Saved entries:
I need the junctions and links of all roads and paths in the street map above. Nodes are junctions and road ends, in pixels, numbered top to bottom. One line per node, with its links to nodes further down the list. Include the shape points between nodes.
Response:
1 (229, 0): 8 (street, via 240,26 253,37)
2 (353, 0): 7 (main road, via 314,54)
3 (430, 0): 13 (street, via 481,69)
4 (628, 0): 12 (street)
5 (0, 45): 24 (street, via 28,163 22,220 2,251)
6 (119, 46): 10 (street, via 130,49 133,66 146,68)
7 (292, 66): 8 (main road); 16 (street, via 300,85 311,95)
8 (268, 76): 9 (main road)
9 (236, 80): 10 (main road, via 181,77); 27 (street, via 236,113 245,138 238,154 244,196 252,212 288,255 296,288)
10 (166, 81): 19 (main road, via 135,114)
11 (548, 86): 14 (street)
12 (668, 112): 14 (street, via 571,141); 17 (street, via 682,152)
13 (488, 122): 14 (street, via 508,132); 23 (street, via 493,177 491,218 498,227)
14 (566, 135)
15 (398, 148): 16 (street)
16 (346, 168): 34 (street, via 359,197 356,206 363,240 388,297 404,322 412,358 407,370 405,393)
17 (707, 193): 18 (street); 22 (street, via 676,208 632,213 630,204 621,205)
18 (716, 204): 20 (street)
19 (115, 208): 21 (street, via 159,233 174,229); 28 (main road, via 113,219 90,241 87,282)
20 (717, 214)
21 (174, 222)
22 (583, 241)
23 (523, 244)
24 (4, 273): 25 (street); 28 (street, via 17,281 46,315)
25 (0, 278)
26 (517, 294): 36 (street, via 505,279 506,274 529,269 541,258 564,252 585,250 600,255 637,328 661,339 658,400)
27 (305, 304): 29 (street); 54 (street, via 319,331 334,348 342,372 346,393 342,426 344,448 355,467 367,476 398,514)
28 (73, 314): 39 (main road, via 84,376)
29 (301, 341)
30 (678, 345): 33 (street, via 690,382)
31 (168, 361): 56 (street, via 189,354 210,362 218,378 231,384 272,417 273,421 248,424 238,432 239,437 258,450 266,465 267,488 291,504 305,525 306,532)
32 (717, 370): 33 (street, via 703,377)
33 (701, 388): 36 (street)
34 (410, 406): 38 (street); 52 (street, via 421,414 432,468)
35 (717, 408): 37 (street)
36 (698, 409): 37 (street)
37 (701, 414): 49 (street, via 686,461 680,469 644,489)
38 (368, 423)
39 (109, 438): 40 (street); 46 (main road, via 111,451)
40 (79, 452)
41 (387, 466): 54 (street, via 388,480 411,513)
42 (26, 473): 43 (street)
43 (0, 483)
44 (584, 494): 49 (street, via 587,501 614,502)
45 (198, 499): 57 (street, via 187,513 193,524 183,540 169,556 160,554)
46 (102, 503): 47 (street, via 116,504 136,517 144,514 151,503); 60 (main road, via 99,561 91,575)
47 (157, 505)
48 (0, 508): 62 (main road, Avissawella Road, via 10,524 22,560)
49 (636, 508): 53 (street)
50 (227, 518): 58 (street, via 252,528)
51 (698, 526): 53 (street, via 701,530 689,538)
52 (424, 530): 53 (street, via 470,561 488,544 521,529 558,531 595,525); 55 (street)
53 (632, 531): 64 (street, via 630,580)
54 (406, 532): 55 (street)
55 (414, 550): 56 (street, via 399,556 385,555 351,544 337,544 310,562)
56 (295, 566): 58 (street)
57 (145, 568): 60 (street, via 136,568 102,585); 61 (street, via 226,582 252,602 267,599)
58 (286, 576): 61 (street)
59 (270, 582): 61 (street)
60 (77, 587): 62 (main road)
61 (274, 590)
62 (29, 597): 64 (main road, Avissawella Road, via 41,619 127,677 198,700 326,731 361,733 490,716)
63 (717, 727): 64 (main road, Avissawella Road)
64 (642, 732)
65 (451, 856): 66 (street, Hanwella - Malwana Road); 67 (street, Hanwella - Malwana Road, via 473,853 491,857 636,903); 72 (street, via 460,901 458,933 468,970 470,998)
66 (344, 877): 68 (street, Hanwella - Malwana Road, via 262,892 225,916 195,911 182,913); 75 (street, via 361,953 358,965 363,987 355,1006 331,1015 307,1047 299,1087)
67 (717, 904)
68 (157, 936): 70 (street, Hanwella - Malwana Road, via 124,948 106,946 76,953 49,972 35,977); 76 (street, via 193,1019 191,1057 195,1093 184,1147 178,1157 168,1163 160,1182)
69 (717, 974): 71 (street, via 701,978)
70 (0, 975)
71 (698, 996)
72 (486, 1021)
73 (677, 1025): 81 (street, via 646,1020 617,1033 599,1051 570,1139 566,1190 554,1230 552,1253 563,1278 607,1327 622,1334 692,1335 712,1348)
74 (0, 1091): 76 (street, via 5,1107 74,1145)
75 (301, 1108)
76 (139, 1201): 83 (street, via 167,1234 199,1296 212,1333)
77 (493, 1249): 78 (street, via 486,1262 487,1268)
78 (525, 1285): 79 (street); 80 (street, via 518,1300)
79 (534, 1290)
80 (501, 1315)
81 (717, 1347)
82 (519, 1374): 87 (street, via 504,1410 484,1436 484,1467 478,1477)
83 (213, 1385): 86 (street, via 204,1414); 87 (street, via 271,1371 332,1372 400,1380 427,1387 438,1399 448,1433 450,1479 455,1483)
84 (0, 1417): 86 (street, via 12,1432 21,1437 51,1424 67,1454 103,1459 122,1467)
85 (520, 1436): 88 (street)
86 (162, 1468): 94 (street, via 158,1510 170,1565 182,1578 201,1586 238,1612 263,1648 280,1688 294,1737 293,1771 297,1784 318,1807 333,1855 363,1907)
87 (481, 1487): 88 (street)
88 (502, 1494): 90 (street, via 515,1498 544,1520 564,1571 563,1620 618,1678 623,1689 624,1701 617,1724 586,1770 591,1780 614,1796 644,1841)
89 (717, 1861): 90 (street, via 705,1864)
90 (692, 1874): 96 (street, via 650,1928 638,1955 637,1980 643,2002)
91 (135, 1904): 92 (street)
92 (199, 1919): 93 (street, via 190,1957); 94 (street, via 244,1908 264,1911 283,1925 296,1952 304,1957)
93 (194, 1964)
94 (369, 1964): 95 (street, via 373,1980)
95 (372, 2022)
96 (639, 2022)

Goal of the exercise ▸
The answer must be every line from the entries above that holds the string "Avissawella".

Output ▸
48 (0, 508): 62 (main road, Avissawella Road, via 10,524 22,560)
62 (29, 597): 64 (main road, Avissawella Road, via 41,619 127,677 198,700 326,731 361,733 490,716)
63 (717, 727): 64 (main road, Avissawella Road)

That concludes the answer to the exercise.